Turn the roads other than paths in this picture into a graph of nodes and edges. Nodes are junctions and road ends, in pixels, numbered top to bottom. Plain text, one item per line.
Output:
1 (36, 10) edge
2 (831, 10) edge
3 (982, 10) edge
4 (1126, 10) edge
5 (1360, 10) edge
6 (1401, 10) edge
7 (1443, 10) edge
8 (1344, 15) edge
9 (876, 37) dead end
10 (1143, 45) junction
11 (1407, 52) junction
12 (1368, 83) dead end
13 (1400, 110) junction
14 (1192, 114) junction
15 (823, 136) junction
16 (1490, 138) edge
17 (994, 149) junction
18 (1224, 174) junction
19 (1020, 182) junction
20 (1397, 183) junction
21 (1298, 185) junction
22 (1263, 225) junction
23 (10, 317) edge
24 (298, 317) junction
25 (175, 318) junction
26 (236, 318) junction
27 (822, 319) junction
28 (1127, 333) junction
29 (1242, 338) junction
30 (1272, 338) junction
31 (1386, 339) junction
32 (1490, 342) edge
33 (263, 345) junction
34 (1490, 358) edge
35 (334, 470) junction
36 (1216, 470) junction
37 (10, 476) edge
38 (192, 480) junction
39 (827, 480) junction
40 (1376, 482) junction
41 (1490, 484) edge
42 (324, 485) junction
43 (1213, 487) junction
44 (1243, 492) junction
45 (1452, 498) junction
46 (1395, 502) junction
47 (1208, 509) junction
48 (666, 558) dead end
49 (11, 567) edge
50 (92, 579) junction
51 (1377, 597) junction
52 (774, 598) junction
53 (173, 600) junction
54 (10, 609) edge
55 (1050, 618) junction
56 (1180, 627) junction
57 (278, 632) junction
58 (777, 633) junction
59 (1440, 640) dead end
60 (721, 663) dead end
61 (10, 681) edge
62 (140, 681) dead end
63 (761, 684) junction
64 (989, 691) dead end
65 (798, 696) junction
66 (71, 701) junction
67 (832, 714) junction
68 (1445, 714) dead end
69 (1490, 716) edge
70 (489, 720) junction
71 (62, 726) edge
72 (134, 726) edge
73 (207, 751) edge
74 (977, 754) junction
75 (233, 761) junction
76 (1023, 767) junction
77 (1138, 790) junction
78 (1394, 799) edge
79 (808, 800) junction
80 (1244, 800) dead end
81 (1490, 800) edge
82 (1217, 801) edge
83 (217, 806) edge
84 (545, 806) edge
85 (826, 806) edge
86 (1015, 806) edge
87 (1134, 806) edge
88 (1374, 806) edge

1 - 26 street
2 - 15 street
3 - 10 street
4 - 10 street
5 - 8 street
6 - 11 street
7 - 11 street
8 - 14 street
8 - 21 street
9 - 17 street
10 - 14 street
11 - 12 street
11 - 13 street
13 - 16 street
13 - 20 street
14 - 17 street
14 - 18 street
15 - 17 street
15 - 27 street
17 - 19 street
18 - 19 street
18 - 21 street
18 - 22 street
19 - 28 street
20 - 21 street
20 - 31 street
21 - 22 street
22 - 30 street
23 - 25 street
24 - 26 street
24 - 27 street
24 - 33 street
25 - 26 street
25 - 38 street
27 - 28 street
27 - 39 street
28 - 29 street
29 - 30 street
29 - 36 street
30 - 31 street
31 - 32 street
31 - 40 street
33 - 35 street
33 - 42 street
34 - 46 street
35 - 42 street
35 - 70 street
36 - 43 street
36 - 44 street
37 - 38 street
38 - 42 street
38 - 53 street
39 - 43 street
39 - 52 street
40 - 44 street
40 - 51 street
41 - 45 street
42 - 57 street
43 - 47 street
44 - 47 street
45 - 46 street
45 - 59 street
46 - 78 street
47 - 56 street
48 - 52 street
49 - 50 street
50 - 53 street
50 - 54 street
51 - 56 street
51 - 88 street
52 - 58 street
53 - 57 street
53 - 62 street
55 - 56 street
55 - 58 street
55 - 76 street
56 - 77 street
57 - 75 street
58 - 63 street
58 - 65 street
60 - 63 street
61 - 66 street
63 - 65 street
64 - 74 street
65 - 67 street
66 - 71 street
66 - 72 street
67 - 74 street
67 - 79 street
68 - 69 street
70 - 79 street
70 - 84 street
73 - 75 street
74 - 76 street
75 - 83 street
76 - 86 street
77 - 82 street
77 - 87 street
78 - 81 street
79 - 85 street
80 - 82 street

━━━━━━━━

**EXERCISE PROMPT**:
Extract every line from the records above that contains the word "dead".

**OUTPUT OF THE TASK**:
9 (876, 37) dead end
12 (1368, 83) dead end
48 (666, 558) dead end
59 (1440, 640) dead end
60 (721, 663) dead end
62 (140, 681) dead end
64 (989, 691) dead end
68 (1445, 714) dead end
80 (1244, 800) dead end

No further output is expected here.